_Activity_.
Output every entry below exactly as it is written.

_Dataset_.
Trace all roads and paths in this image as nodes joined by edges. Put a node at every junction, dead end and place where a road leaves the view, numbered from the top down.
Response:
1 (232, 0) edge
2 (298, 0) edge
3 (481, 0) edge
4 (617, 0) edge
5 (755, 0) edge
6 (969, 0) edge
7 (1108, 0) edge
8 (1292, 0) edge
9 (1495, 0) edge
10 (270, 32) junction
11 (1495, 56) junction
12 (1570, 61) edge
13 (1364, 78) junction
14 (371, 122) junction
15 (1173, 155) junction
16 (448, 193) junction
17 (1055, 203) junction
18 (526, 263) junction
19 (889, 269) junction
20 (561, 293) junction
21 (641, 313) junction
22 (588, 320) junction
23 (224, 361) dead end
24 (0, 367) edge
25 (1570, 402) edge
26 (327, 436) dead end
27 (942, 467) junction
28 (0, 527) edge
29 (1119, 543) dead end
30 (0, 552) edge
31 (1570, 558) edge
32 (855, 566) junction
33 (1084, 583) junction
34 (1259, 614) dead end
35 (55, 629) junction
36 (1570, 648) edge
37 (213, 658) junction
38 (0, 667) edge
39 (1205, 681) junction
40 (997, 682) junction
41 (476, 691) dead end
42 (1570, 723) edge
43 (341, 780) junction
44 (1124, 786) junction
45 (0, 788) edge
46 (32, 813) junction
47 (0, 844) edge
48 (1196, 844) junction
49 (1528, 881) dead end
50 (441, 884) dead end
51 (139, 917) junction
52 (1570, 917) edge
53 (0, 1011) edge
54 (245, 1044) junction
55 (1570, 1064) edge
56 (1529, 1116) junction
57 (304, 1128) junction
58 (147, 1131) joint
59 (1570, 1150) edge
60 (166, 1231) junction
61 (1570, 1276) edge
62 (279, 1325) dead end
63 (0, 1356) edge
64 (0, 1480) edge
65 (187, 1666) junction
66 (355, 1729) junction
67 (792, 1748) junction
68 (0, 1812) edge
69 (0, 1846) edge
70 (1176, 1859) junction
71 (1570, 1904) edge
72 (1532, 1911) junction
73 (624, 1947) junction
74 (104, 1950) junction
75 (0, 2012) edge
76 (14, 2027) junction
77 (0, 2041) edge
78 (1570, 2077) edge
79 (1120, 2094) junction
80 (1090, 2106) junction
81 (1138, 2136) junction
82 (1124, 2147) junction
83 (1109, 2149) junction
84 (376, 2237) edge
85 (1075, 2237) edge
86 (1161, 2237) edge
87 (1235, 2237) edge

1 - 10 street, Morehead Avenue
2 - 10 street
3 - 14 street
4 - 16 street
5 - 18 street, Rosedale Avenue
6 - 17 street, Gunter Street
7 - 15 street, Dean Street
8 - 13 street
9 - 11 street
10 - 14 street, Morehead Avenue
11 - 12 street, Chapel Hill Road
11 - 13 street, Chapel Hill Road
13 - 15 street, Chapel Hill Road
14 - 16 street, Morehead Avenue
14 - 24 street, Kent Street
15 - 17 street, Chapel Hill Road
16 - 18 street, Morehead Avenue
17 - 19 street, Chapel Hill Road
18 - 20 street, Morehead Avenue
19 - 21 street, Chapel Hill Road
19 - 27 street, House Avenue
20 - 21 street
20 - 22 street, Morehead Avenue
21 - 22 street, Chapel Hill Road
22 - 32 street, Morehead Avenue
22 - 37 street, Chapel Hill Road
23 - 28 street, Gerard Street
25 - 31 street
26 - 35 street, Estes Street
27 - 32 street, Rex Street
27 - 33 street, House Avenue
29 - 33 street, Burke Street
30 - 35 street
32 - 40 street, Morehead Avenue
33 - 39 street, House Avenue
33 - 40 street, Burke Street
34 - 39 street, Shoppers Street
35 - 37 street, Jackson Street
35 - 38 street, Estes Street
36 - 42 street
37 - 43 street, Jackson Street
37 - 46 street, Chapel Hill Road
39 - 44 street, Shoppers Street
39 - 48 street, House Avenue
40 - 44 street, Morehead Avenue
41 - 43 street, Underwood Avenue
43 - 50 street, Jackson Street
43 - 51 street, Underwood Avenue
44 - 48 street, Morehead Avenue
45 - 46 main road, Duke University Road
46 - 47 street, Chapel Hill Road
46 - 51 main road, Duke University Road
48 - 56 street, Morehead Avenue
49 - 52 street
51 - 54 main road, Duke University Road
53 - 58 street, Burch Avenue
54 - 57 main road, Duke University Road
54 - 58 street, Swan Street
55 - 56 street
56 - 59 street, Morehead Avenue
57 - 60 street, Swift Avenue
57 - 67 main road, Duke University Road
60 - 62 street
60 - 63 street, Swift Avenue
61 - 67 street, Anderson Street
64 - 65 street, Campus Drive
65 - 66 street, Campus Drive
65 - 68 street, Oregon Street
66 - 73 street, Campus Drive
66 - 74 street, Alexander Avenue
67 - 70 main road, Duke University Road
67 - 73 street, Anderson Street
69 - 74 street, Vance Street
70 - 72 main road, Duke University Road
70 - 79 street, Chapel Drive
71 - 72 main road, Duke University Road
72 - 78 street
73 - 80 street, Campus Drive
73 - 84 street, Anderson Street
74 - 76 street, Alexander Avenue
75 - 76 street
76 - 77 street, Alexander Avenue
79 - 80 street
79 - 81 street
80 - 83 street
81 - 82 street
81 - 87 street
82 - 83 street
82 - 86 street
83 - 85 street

_Response below_.
Trace all roads and paths in this image as nodes joined by edges. Put a node at every junction, dead end and place where a road leaves the view, numbered from the top down.
Response:
1 (232, 0) edge
2 (298, 0) edge
3 (481, 0) edge
4 (617, 0) edge
5 (755, 0) edge
6 (969, 0) edge
7 (1108, 0) edge
8 (1292, 0) edge
9 (1495, 0) edge
10 (270, 32) junction
11 (1495, 56) junction
12 (1570, 61) edge
13 (1364, 78) junction
14 (371, 122) junction
15 (1173, 155) junction
16 (448, 193) junction
17 (1055, 203) junction
18 (526, 263) junction
19 (889, 269) junction
20 (561, 293) junction
21 (641, 313) junction
22 (588, 320) junction
23 (224, 361) dead end
24 (0, 367) edge
25 (1570, 402) edge
26 (327, 436) dead end
27 (942, 467) junction
28 (0, 527) edge
29 (1119, 543) dead end
30 (0, 552) edge
31 (1570, 558) edge
32 (855, 566) junction
33 (1084, 583) junction
34 (1259, 614) dead end
35 (55, 629) junction
36 (1570, 648) edge
37 (213, 658) junction
38 (0, 667) edge
39 (1205, 681) junction
40 (997, 682) junction
41 (476, 691) dead end
42 (1570, 723) edge
43 (341, 780) junction
44 (1124, 786) junction
45 (0, 788) edge
46 (32, 813) junction
47 (0, 844) edge
48 (1196, 844) junction
49 (1528, 881) dead end
50 (441, 884) dead end
51 (139, 917) junction
52 (1570, 917) edge
53 (0, 1011) edge
54 (245, 1044) junction
55 (1570, 1064) edge
56 (1529, 1116) junction
57 (304, 1128) junction
58 (147, 1131) joint
59 (1570, 1150) edge
60 (166, 1231) junction
61 (1570, 1276) edge
62 (279, 1325) dead end
63 (0, 1356) edge
64 (0, 1480) edge
65 (187, 1666) junction
66 (355, 1729) junction
67 (792, 1748) junction
68 (0, 1812) edge
69 (0, 1846) edge
70 (1176, 1859) junction
71 (1570, 1904) edge
72 (1532, 1911) junction
73 (624, 1947) junction
74 (104, 1950) junction
75 (0, 2012) edge
76 (14, 2027) junction
77 (0, 2041) edge
78 (1570, 2077) edge
79 (1120, 2094) junction
80 (1090, 2106) junction
81 (1138, 2136) junction
82 (1124, 2147) junction
83 (1109, 2149) junction
84 (376, 2237) edge
85 (1075, 2237) edge
86 (1161, 2237) edge
87 (1235, 2237) edge

1 - 10 street, Morehead Avenue
2 - 10 street
3 - 14 street
4 - 16 street
5 - 18 street, Rosedale Avenue
6 - 17 street, Gunter Street
7 - 15 street, Dean Street
8 - 13 street
9 - 11 street
10 - 14 street, Morehead Avenue
11 - 12 street, Chapel Hill Road
11 - 13 street, Chapel Hill Road
13 - 15 street, Chapel Hill Road
14 - 16 street, Morehead Avenue
14 - 24 street, Kent Street
15 - 17 street, Chapel Hill Road
16 - 18 street, Morehead Avenue
17 - 19 street, Chapel Hill Road
18 - 20 street, Morehead Avenue
19 - 21 street, Chapel Hill Road
19 - 27 street, House Avenue
20 - 21 street
20 - 22 street, Morehead Avenue
21 - 22 street, Chapel Hill Road
22 - 32 street, Morehead Avenue
22 - 37 street, Chapel Hill Road
23 - 28 street, Gerard Street
25 - 31 street
26 - 35 street, Estes Street
27 - 32 street, Rex Street
27 - 33 street, House Avenue
29 - 33 street, Burke Street
30 - 35 street
32 - 40 street, Morehead Avenue
33 - 39 street, House Avenue
33 - 40 street, Burke Street
34 - 39 street, Shoppers Street
35 - 37 street, Jackson Street
35 - 38 street, Estes Street
36 - 42 street
37 - 43 street, Jackson Street
37 - 46 street, Chapel Hill Road
39 - 44 street, Shoppers Street
39 - 48 street, House Avenue
40 - 44 street, Morehead Avenue
41 - 43 street, Underwood Avenue
43 - 50 street, Jackson Street
43 - 51 street, Underwood Avenue
44 - 48 street, Morehead Avenue
45 - 46 main road, Duke University Road
46 - 47 street, Chapel Hill Road
46 - 51 main road, Duke University Road
48 - 56 street, Morehead Avenue
49 - 52 street
51 - 54 main road, Duke University Road
53 - 58 street, Burch Avenue
54 - 57 main road, Duke University Road
54 - 58 street, Swan Street
55 - 56 street
56 - 59 street, Morehead Avenue
57 - 60 street, Swift Avenue
57 - 67 main road, Duke University Road
60 - 62 street
60 - 63 street, Swift Avenue
61 - 67 street, Anderson Street
64 - 65 street, Campus Drive
65 - 66 street, Campus Drive
65 - 68 street, Oregon Street
66 - 73 street, Campus Drive
66 - 74 street, Alexander Avenue
67 - 70 main road, Duke University Road
67 - 73 street, Anderson Street
69 - 74 street, Vance Street
70 - 72 main road, Duke University Road
70 - 79 street, Chapel Drive
71 - 72 main road, Duke University Road
72 - 78 street
73 - 80 street, Campus Drive
73 - 84 street, Anderson Street
74 - 76 street, Alexander Avenue
75 - 76 street
76 - 77 street, Alexander Avenue
79 - 80 street
79 - 81 street
80 - 83 street
81 - 82 street
81 - 87 street
82 - 83 street
82 - 86 street
83 - 85 street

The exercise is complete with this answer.